This heterozygote deficiency could reflect patterns of the population distribution and reproductive biology of C. mollis. This species presents a facultative breeding system, and experimental tests showed similar success in allogamous and autogamous crosses (Queiroz et al., 1997). It is pollinated by the carpenter bees Xylocopa grisescens Lepeletier and X. cearensis Ducke, which visit flowers that are simultaneously open in the same inflorescence before moving to other inflorescences, thus promoting geitonogamous crosses (L. P. Queiroz, unpublished observations).

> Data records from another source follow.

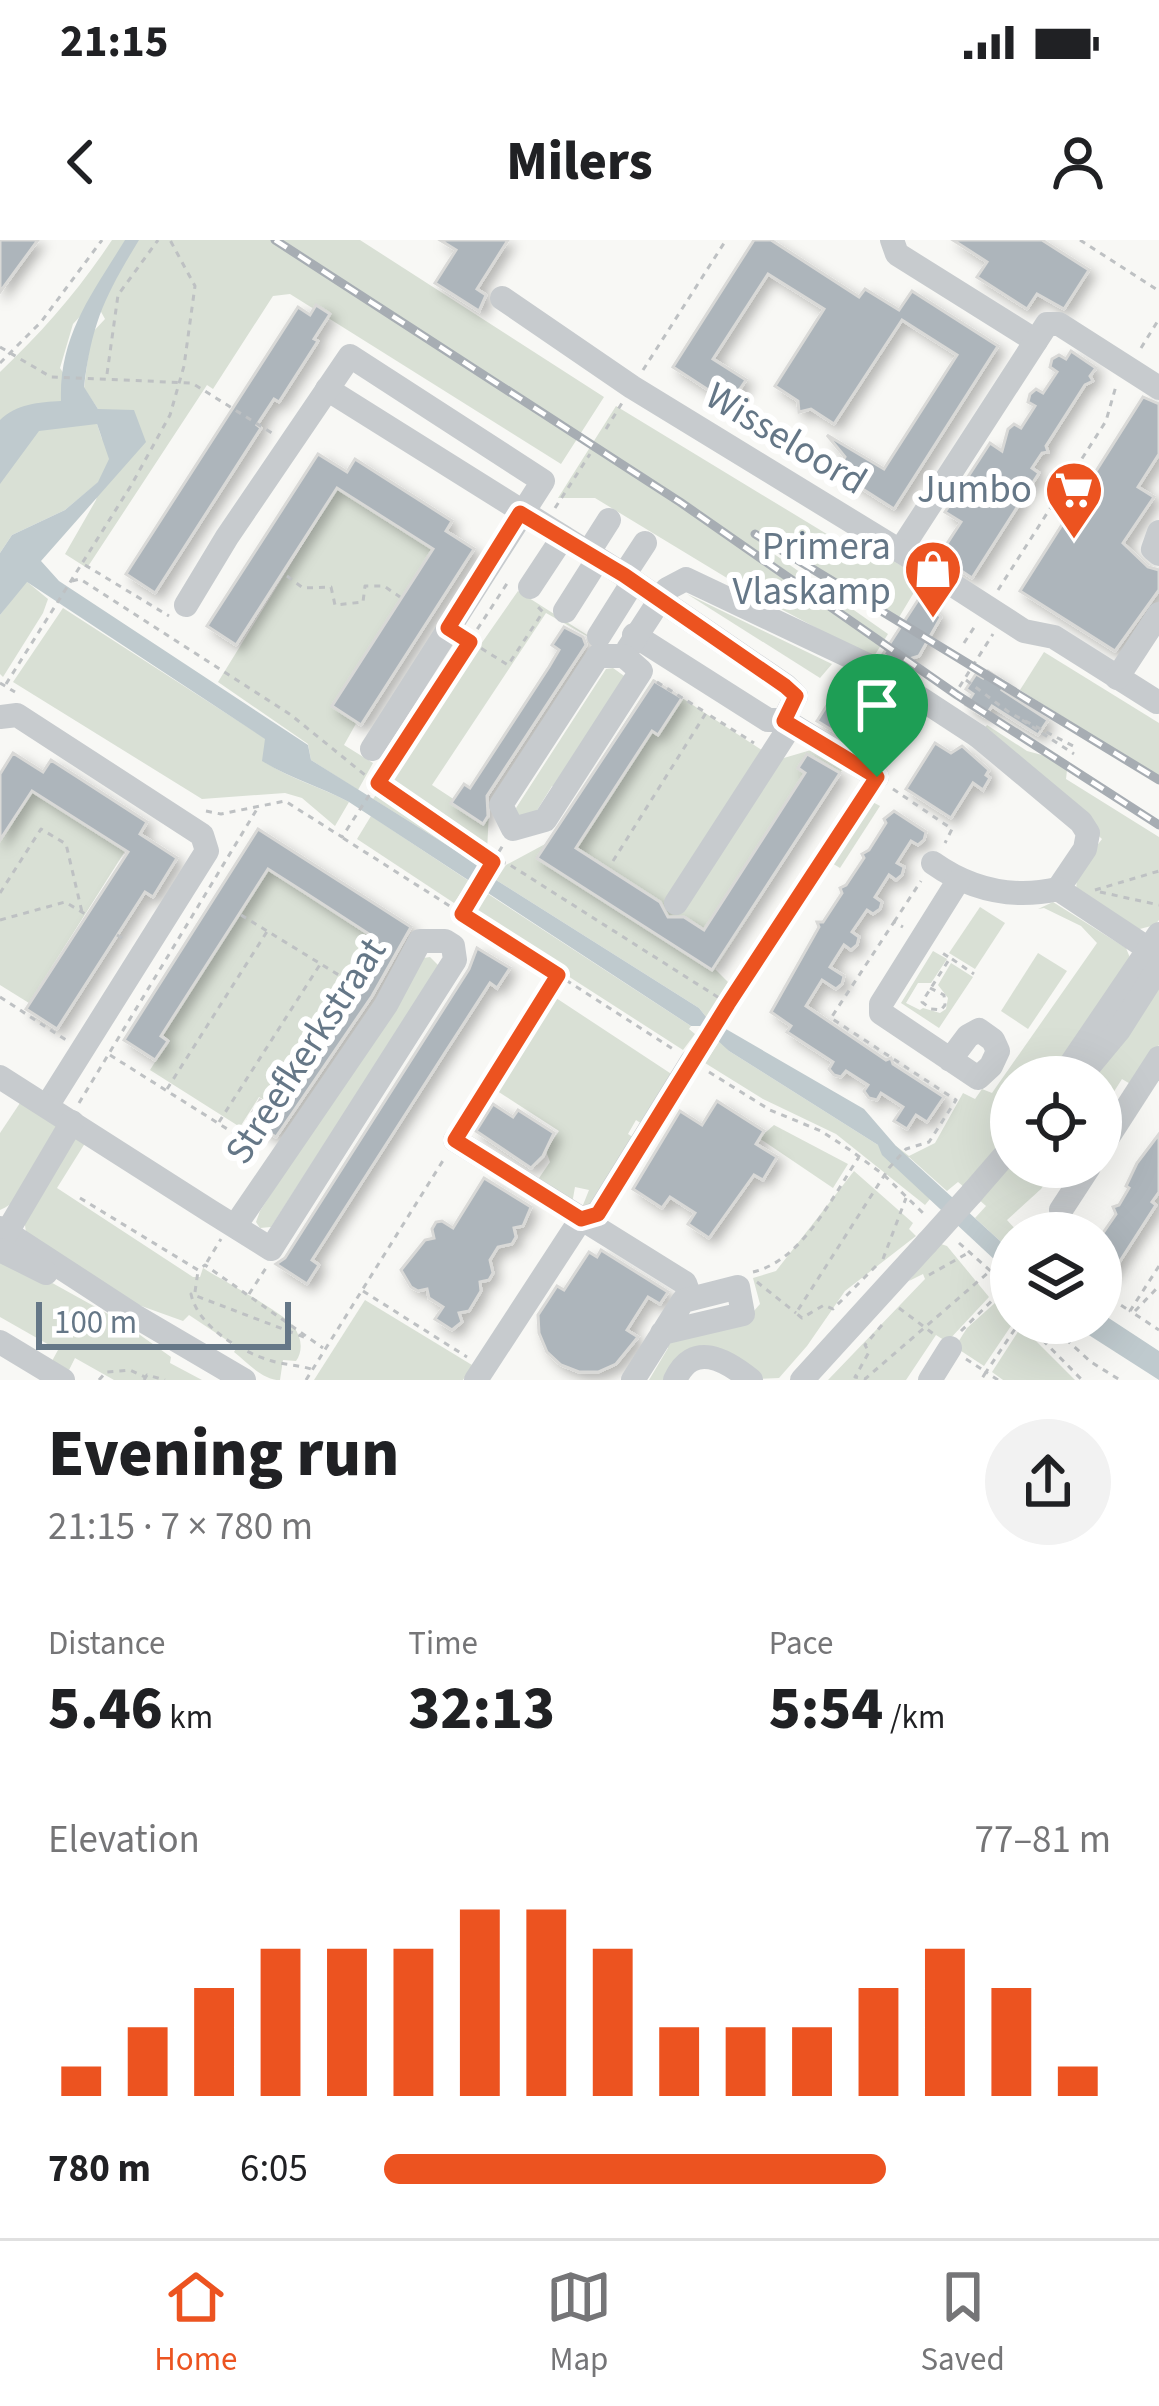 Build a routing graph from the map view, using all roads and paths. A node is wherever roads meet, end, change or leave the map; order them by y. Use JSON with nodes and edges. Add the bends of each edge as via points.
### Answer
{"nodes":[{"id":1,"x":103,"y":240,"type":"edge"},
{"id":2,"x":158,"y":240,"type":"edge"},
{"id":3,"x":170,"y":240,"type":"edge"},
{"id":4,"x":727,"y":240,"type":"edge"},
{"id":5,"x":892,"y":240,"type":"edge"},
{"id":6,"x":1080,"y":240,"type":"edge"},
{"id":7,"x":1159,"y":291,"type":"edge"},
{"id":8,"x":502,"y":298,"type":"dead end"},
{"id":9,"x":1159,"y":319,"type":"edge"},
{"id":10,"x":1036,"y":341,"type":"junction"},
{"id":11,"x":0,"y":347,"type":"edge"},
{"id":12,"x":10,"y":354,"type":"junction"},
{"id":13,"x":0,"y":363,"type":"edge"},
{"id":14,"x":1128,"y":368,"type":"junction"},
{"id":15,"x":107,"y":377,"type":"junction"},
{"id":16,"x":176,"y":382,"type":"junction"},
{"id":17,"x":632,"y":387,"type":"junction"},
{"id":18,"x":327,"y":388,"type":"junction"},
{"id":19,"x":1159,"y":388,"type":"edge"},
{"id":20,"x":606,"y":429,"type":"dead end"},
{"id":21,"x":290,"y":444,"type":"junction"},
{"id":22,"x":590,"y":454,"type":"dead end"},
{"id":23,"x":520,"y":513,"type":"junction"},
{"id":24,"x":609,"y":520,"type":"dead end"},
{"id":25,"x":553,"y":531,"type":"junction"},
{"id":26,"x":1159,"y":532,"type":"edge"},
{"id":27,"x":645,"y":543,"type":"dead end"},
{"id":28,"x":900,"y":550,"type":"junction"},
{"id":29,"x":1159,"y":554,"type":"edge"},
{"id":30,"x":593,"y":556,"type":"junction"},
{"id":31,"x":83,"y":564,"type":"junction"},
{"id":32,"x":287,"y":576,"type":"dead end"},
{"id":33,"x":628,"y":579,"type":"junction"},
{"id":34,"x":72,"y":581,"type":"junction"},
{"id":35,"x":524,"y":592,"type":"junction"},
{"id":36,"x":400,"y":597,"type":"dead end"},
{"id":37,"x":659,"y":601,"type":"junction"},
{"id":38,"x":183,"y":603,"type":"joint"},
{"id":39,"x":565,"y":611,"type":"dead end"},
{"id":40,"x":995,"y":613,"type":"junction"},
{"id":41,"x":1159,"y":614,"type":"edge"},
{"id":42,"x":459,"y":635,"type":"junction"},
{"id":43,"x":598,"y":636,"type":"dead end"},
{"id":44,"x":964,"y":643,"type":"dead end"},
{"id":45,"x":633,"y":654,"type":"junction"},
{"id":46,"x":1117,"y":678,"type":"junction"},
{"id":47,"x":965,"y":680,"type":"junction"},
{"id":48,"x":3,"y":684,"type":"edge"},
{"id":49,"x":950,"y":701,"type":"dead end"},
{"id":50,"x":1158,"y":701,"type":"edge"},
{"id":51,"x":924,"y":706,"type":"dead end"},
{"id":52,"x":9,"y":709,"type":"edge"},
{"id":53,"x":706,"y":712,"type":"junction"},
{"id":54,"x":934,"y":720,"type":"dead end"},
{"id":55,"x":914,"y":721,"type":"junction"},
{"id":56,"x":788,"y":723,"type":"junction"},
{"id":57,"x":372,"y":749,"type":"dead end"},
{"id":58,"x":1076,"y":751,"type":"dead end"},
{"id":59,"x":772,"y":755,"type":"junction"},
{"id":60,"x":877,"y":777,"type":"junction"},
{"id":61,"x":378,"y":783,"type":"junction"},
{"id":62,"x":256,"y":807,"type":"junction"},
{"id":63,"x":196,"y":809,"type":"dead end"},
{"id":64,"x":513,"y":830,"type":"junction"},
{"id":65,"x":342,"y":837,"type":"junction"},
{"id":66,"x":613,"y":861,"type":"dead end"},
{"id":67,"x":933,"y":863,"type":"junction"},
{"id":68,"x":492,"y":864,"type":"junction"},
{"id":69,"x":1159,"y":871,"type":"edge"},
{"id":70,"x":958,"y":881,"type":"junction"},
{"id":71,"x":1058,"y":889,"type":"junction"},
{"id":72,"x":0,"y":893,"type":"edge"},
{"id":73,"x":676,"y":904,"type":"dead end"},
{"id":74,"x":1159,"y":905,"type":"edge"},
{"id":75,"x":462,"y":914,"type":"junction"},
{"id":76,"x":241,"y":915,"type":"dead end"},
{"id":77,"x":0,"y":920,"type":"edge"},
{"id":78,"x":894,"y":922,"type":"dead end"},
{"id":79,"x":268,"y":930,"type":"junction"},
{"id":80,"x":1151,"y":949,"type":"edge"},
{"id":81,"x":950,"y":958,"type":"dead end"},
{"id":82,"x":321,"y":963,"type":"junction"},
{"id":83,"x":974,"y":974,"type":"dead end"},
{"id":84,"x":558,"y":975,"type":"junction"},
{"id":85,"x":342,"y":977,"type":"dead end"},
{"id":86,"x":0,"y":998,"type":"edge"},
{"id":87,"x":728,"y":1004,"type":"junction"},
{"id":88,"x":699,"y":1050,"type":"junction"},
{"id":89,"x":109,"y":1054,"type":"junction"},
{"id":90,"x":93,"y":1056,"type":"junction"},
{"id":91,"x":1077,"y":1056,"type":"edge"},
{"id":92,"x":1097,"y":1056,"type":"edge"},
{"id":93,"x":1159,"y":1058,"type":"edge"},
{"id":94,"x":950,"y":1060,"type":"dead end"},
{"id":95,"x":0,"y":1077,"type":"edge"},
{"id":96,"x":166,"y":1090,"type":"junction"},
{"id":97,"x":1122,"y":1115,"type":"edge"},
{"id":98,"x":62,"y":1116,"type":"junction"},
{"id":99,"x":218,"y":1123,"type":"junction"},
{"id":100,"x":455,"y":1140,"type":"junction"},
{"id":101,"x":906,"y":1149,"type":"dead end"},
{"id":102,"x":859,"y":1156,"type":"junction"},
{"id":103,"x":277,"y":1161,"type":"junction"},
{"id":104,"x":990,"y":1172,"type":"edge"},
{"id":105,"x":884,"y":1175,"type":"junction"},
{"id":106,"x":1075,"y":1188,"type":"edge"},
{"id":107,"x":80,"y":1198,"type":"dead end"},
{"id":108,"x":906,"y":1198,"type":"junction"},
{"id":109,"x":1061,"y":1210,"type":"dead end"},
{"id":110,"x":581,"y":1219,"type":"junction"},
{"id":111,"x":235,"y":1226,"type":"junction"},
{"id":112,"x":932,"y":1234,"type":"junction"},
{"id":113,"x":2,"y":1238,"type":"edge"},
{"id":114,"x":953,"y":1239,"type":"dead end"},
{"id":115,"x":271,"y":1249,"type":"junction"},
{"id":116,"x":969,"y":1252,"type":"junction"},
{"id":117,"x":205,"y":1265,"type":"junction"},
{"id":118,"x":1158,"y":1269,"type":"edge"},
{"id":119,"x":198,"y":1270,"type":"junction"},
{"id":120,"x":990,"y":1270,"type":"joint"},
{"id":121,"x":753,"y":1272,"type":"dead end"},
{"id":122,"x":920,"y":1279,"type":"dead end"},
{"id":123,"x":1159,"y":1286,"type":"edge"},
{"id":124,"x":242,"y":1290,"type":"junction"},
{"id":125,"x":362,"y":1290,"type":"junction"},
{"id":126,"x":195,"y":1293,"type":"junction"},
{"id":127,"x":249,"y":1294,"type":"junction"},
{"id":128,"x":907,"y":1296,"type":"dead end"},
{"id":129,"x":690,"y":1297,"type":"junction"},
{"id":130,"x":774,"y":1299,"type":"dead end"},
{"id":131,"x":990,"y":1303,"type":"edge"},
{"id":132,"x":1122,"y":1306,"type":"edge"},
{"id":133,"x":233,"y":1308,"type":"junction"},
{"id":134,"x":1131,"y":1312,"type":"junction"},
{"id":135,"x":796,"y":1313,"type":"junction"},
{"id":136,"x":1159,"y":1330,"type":"edge"},
{"id":137,"x":662,"y":1333,"type":"junction"},
{"id":138,"x":306,"y":1338,"type":"junction"},
{"id":139,"x":0,"y":1342,"type":"edge"},
{"id":140,"x":1007,"y":1344,"type":"edge"},
{"id":141,"x":1044,"y":1344,"type":"edge"},
{"id":142,"x":1072,"y":1344,"type":"edge"},
{"id":143,"x":950,"y":1348,"type":"joint"},
{"id":144,"x":325,"y":1350,"type":"junction"},
{"id":145,"x":312,"y":1370,"type":"junction"},
{"id":146,"x":480,"y":1374,"type":"edge"},
{"id":147,"x":145,"y":1378,"type":"edge"},
{"id":148,"x":866,"y":1379,"type":"edge"},
{"id":149,"x":63,"y":1380,"type":"edge"},
{"id":150,"x":99,"y":1380,"type":"edge"},
{"id":151,"x":165,"y":1380,"type":"edge"},
{"id":152,"x":244,"y":1380,"type":"edge"},
{"id":153,"x":306,"y":1380,"type":"edge"},
{"id":154,"x":633,"y":1380,"type":"edge"},
{"id":155,"x":675,"y":1380,"type":"edge"},
{"id":156,"x":752,"y":1380,"type":"edge"},
{"id":157,"x":802,"y":1380,"type":"edge"},
{"id":158,"x":930,"y":1380,"type":"edge"},
{"id":159,"x":998,"y":1380,"type":"edge"},
{"id":160,"x":1082,"y":1380,"type":"edge"},
{"id":161,"x":1120,"y":1380,"type":"edge"}],
"edges":[{"from":1,"to":12,"type":"path"},
{"from":2,"to":15,"type":"path","via":[[118,295]]},
{"from":3,"to":16,"type":"path","via":[[195,286]]},
{"from":4,"to":17,"type":"path"},
{"from":5,"to":10,"type":"street","via":[[897,254]]},
{"from":6,"to":7,"type":"path"},
{"from":8,"to":17,"type":"street","name":"Wisseloord"},
{"from":9,"to":14,"type":"path"},
{"from":10,"to":14,"type":"street","via":[[1047,324],[1059,324]]},
{"from":10,"to":28,"type":"street"},
{"from":11,"to":12,"type":"path"},
{"from":12,"to":13,"type":"path"},
{"from":12,"to":15,"type":"path","via":[[51,377]]},
{"from":14,"to":19,"type":"street"},
{"from":14,"to":40,"type":"path","via":[[1106,422]]},
{"from":15,"to":16,"type":"path"},
{"from":16,"to":21,"type":"path","via":[[192,383]]},
{"from":16,"to":31,"type":"path","via":[[170,415]]},
{"from":17,"to":20,"type":"path"},
{"from":17,"to":28,"type":"street","name":"Wisseloord"},
{"from":18,"to":21,"type":"street"},
{"from":18,"to":23,"type":"street"},
{"from":18,"to":23,"type":"street","via":[[350,356],[543,481]]},
{"from":21,"to":38,"type":"street"},
{"from":22,"to":25,"type":"path"},
{"from":23,"to":25,"type":"street"},
{"from":23,"to":42,"type":"street"},
{"from":24,"to":30,"type":"street"},
{"from":25,"to":30,"type":"street"},
{"from":25,"to":35,"type":"street"},
{"from":26,"to":29,"type":"street"},
{"from":27,"to":33,"type":"street"},
{"from":28,"to":40,"type":"street","name":"Wisseloord"},
{"from":30,"to":33,"type":"street"},
{"from":30,"to":39,"type":"street"},
{"from":31,"to":34,"type":"path"},
{"from":31,"to":38,"type":"path","via":[[172,617]]},
{"from":32,"to":36,"type":"path","via":[[303,588],[331,587],[334,605],[363,602],[365,586]]},
{"from":33,"to":37,"type":"street"},
{"from":33,"to":43,"type":"street"},
{"from":34,"to":48,"type":"path"},
{"from":34,"to":61,"type":"path","via":[[291,715]]},
{"from":35,"to":42,"type":"path"},
{"from":35,"to":42,"type":"path","via":[[543,612],[508,665]]},
{"from":37,"to":45,"type":"street"},
{"from":37,"to":56,"type":"street","via":[[796,696]]},
{"from":37,"to":71,"type":"street","bridge":true,"via":[[686,579],[874,668],[978,736],[1088,833]]},
{"from":40,"to":44,"type":"path"},
{"from":40,"to":46,"type":"street","name":"Wisseloord","via":[[1054,637]]},
{"from":40,"to":47,"type":"path"},
{"from":41,"to":46,"type":"street"},
{"from":42,"to":57,"type":"street"},
{"from":42,"to":61,"type":"path"},
{"from":45,"to":53,"type":"path"},
{"from":45,"to":56,"type":"street"},
{"from":45,"to":64,"type":"street","via":[[545,820]]},
{"from":45,"to":64,"type":"street","via":[[598,656],[502,805]]},
{"from":46,"to":50,"type":"street","name":"Wisseloord"},
{"from":47,"to":49,"type":"path"},
{"from":47,"to":58,"type":"path"},
{"from":48,"to":52,"type":"path"},
{"from":51,"to":55,"type":"path"},
{"from":52,"to":90,"type":"street","via":[[205,842]]},
{"from":53,"to":59,"type":"path"},
{"from":53,"to":66,"type":"path"},
{"from":54,"to":55,"type":"path"},
{"from":55,"to":60,"type":"path"},
{"from":56,"to":59,"type":"street"},
{"from":56,"to":60,"type":"street"},
{"from":59,"to":73,"type":"street"},
{"from":60,"to":67,"type":"path","via":[[952,830]]},
{"from":60,"to":87,"type":"path"},
{"from":61,"to":65,"type":"path"},
{"from":61,"to":68,"type":"path"},
{"from":62,"to":63,"type":"path"},
{"from":62,"to":65,"type":"path","via":[[285,801]]},
{"from":62,"to":89,"type":"path"},
{"from":64,"to":68,"type":"path"},
{"from":65,"to":75,"type":"path"},
{"from":67,"to":70,"type":"street"},
{"from":67,"to":78,"type":"path"},
{"from":68,"to":75,"type":"path"},
{"from":68,"to":87,"type":"path","via":[[507,863]]},
{"from":69,"to":74,"type":"path","via":[[1093,891]]},
{"from":70,"to":71,"type":"street","via":[[1024,897]]},
{"from":70,"to":94,"type":"street","via":[[881,1004],[896,1026]]},
{"from":71,"to":80,"type":"street"},
{"from":72,"to":77,"type":"path","via":[[41,829],[66,844],[84,914],[65,902]]},
{"from":75,"to":84,"type":"path"},
{"from":76,"to":79,"type":"path"},
{"from":79,"to":82,"type":"path"},
{"from":79,"to":96,"type":"path"},
{"from":80,"to":91,"type":"street"},
{"from":80,"to":92,"type":"street","via":[[1119,1030]]},
{"from":81,"to":83,"type":"path"},
{"from":82,"to":85,"type":"path"},
{"from":82,"to":99,"type":"path"},
{"from":84,"to":88,"type":"path"},
{"from":84,"to":100,"type":"path"},
{"from":86,"to":90,"type":"path"},
{"from":87,"to":88,"type":"path"},
{"from":88,"to":102,"type":"path","via":[[770,1111]]},
{"from":88,"to":110,"type":"street","via":[[598,1214]]},
{"from":89,"to":90,"type":"path"},
{"from":89,"to":96,"type":"path"},
{"from":90,"to":98,"type":"street"},
{"from":90,"to":98,"type":"path"},
{"from":93,"to":97,"type":"street"},
{"from":95,"to":98,"type":"street"},
{"from":96,"to":99,"type":"path"},
{"from":98,"to":111,"type":"street"},
{"from":98,"to":113,"type":"street"},
{"from":99,"to":103,"type":"path"},
{"from":100,"to":110,"type":"street"},
{"from":100,"to":125,"type":"path"},
{"from":101,"to":105,"type":"path"},
{"from":102,"to":105,"type":"path"},
{"from":102,"to":121,"type":"path","via":[[820,1217],[774,1267]]},
{"from":103,"to":111,"type":"street","name":"Streefkerkstraat"},
{"from":103,"to":115,"type":"street","name":"Streefkerkstraat","via":[[386,1005],[420,941],[454,946],[454,960]]},
{"from":104,"to":112,"type":"street","bridge":true},
{"from":105,"to":108,"type":"path"},
{"from":105,"to":135,"type":"path"},
{"from":106,"to":109,"type":"street"},
{"from":107,"to":119,"type":"path"},
{"from":108,"to":112,"type":"path"},
{"from":108,"to":135,"type":"path","via":[[883,1260],[833,1309]]},
{"from":110,"to":129,"type":"street","via":[[685,1283]]},
{"from":110,"to":146,"type":"street"},
{"from":111,"to":115,"type":"street"},
{"from":111,"to":117,"type":"path"},
{"from":112,"to":157,"type":"street"},
{"from":113,"to":152,"type":"street"},
{"from":114,"to":116,"type":"path"},
{"from":115,"to":127,"type":"path"},
{"from":116,"to":120,"type":"path"},
{"from":116,"to":122,"type":"path"},
{"from":117,"to":119,"type":"path"},
{"from":117,"to":124,"type":"path"},
{"from":118,"to":134,"type":"path"},
{"from":119,"to":126,"type":"path"},
{"from":120,"to":148,"type":"path"},
{"from":123,"to":134,"type":"path"},
{"from":124,"to":127,"type":"path"},
{"from":124,"to":133,"type":"path"},
{"from":125,"to":144,"type":"path"},
{"from":125,"to":146,"type":"path"},
{"from":126,"to":133,"type":"path"},
{"from":126,"to":145,"type":"path","via":[[191,1301],[216,1333]]},
{"from":127,"to":138,"type":"path"},
{"from":128,"to":148,"type":"path","via":[[865,1345],[855,1377]]},
{"from":129,"to":137,"type":"street"},
{"from":129,"to":137,"type":"street","via":[[738,1287],[743,1314]]},
{"from":130,"to":135,"type":"path"},
{"from":131,"to":143,"type":"path"},
{"from":132,"to":134,"type":"path"},
{"from":133,"to":138,"type":"path"},
{"from":134,"to":136,"type":"path"},
{"from":137,"to":154,"type":"street"},
{"from":138,"to":144,"type":"path"},
{"from":139,"to":149,"type":"street"},
{"from":140,"to":159,"type":"path","via":[[986,1372]]},
{"from":141,"to":160,"type":"path"},
{"from":142,"to":161,"type":"path"},
{"from":143,"to":158,"type":"street"},
{"from":144,"to":145,"type":"path"},
{"from":145,"to":153,"type":"path"},
{"from":147,"to":150,"type":"path","via":[[130,1370]]},
{"from":147,"to":151,"type":"path"},
{"from":155,"to":156,"type":"street","via":[[697,1357],[722,1357]]}]}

In addition, the species forms patchy populations on sandy soils (L. P. Queiroz, personal communication), which together with the pollinator behavior favors autogamy and low heterozygosity.

TABLE 2.

Results of initial microsatellite marker screening in two populations of Cratylia mollis and cross-amplification in other species.

t02_01.gif

CONCLUSIONS

This is the first report of microsatellite markers in C. mollis and the genus as a whole. The observed polymorphism in 12 of 19 microsatellite loci in C. mollis, their successful cross-amplification in C. intermedia and C. bahiensis, and their transferability to C. argentea indicate promising applications for the study of genetic diversity and structure, gene flow, and mating system in the species. These studies can be followed by comparative studies to understand the mechanisms involved in population divergence and speciation in this neotropical genus.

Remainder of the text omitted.